DSL ~ Intro to the DSL Feature - uchicago-cs/chiventure GitHub Wiki

The DSL feature parses the Domain Specific Language of chiventure into the WDL that can be processed by chiventure. This feature is written in Python, which means that there are no header files that function as user-facing interfaces. However, we still separated our code into modules that serve distinct purposes.

Directory Structure

The chiventure/src/dsl/ directory is currently organized as such:

├── README.md
├── conda_environment.yml
├── src (.py files)
├── grammars (.lark files)
├── examples
│   ├── dsl (.dsl files)
│   └── wdl (.wdl files)

The README introduces the DSL and the example .dsl files. It also provides directions on how to install Lark and how to run the parser.

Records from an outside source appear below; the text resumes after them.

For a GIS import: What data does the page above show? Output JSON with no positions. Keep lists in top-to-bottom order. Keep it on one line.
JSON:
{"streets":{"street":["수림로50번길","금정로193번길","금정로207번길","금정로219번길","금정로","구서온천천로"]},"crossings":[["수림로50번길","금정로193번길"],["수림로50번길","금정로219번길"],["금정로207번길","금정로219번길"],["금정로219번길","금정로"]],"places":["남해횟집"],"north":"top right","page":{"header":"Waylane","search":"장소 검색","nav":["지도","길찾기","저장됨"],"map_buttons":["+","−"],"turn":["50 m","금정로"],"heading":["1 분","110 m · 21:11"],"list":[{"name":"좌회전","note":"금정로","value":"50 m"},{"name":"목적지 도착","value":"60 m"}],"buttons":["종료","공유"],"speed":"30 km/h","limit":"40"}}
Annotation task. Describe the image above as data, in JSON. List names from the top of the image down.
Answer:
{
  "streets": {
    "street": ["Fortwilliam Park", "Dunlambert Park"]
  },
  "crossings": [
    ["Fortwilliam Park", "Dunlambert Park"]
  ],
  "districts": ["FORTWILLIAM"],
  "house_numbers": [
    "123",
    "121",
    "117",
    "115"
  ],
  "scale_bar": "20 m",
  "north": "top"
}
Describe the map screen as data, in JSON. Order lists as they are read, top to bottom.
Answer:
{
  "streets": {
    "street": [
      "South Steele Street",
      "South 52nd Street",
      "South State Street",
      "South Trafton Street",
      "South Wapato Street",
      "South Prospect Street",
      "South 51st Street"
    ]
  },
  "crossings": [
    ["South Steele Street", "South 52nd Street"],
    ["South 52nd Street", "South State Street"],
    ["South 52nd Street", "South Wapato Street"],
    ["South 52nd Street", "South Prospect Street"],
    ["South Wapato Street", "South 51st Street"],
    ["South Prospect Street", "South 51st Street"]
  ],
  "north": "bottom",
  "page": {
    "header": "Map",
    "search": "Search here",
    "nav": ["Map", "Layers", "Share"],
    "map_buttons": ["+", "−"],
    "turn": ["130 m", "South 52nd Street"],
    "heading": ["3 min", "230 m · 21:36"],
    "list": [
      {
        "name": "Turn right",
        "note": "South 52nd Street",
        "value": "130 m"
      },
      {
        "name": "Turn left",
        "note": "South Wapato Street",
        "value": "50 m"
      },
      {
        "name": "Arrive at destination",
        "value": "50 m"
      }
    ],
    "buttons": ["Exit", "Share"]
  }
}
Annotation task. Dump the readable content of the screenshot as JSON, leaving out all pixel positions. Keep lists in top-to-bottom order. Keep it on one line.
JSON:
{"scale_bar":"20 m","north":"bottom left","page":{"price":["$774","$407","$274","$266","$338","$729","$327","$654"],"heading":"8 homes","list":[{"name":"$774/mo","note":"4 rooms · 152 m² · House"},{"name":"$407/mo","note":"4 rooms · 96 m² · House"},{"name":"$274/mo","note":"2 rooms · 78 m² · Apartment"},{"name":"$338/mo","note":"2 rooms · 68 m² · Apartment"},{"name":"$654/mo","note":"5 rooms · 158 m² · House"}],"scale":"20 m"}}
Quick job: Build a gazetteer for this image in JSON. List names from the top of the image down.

conda_environment.yml is a conda environment file that helps install Lark via a conda environment with the appropriate dependencies.

There are 3 directories: src, grammars, and examples:

  • grammars contains .lark files that define the grammar of the DSL for the Lark parser.

  • src contains Python files that parse the DSL into WDL.

  • examples contains two sub-directories, dsl and wdl, that respectively contain sample .dsl and .wdl files for testing and demonstration. Descriptions for the specific examples can be found in the README.

grammars: Grammar Definition

The grammars directory currently contains 3 .lark files: dsl_grammar.lark, util.lark, and vars.lark.

  • dsl_grammar.lark defines the DSL grammar in the acceptable format for Lark. Reference for this format can be found here.

  • util.lark defines "utility" grammars, like escaped strings and comments, that might be used in multiple different files. It also imports a few useful pre-defined definitions from Lark's common library.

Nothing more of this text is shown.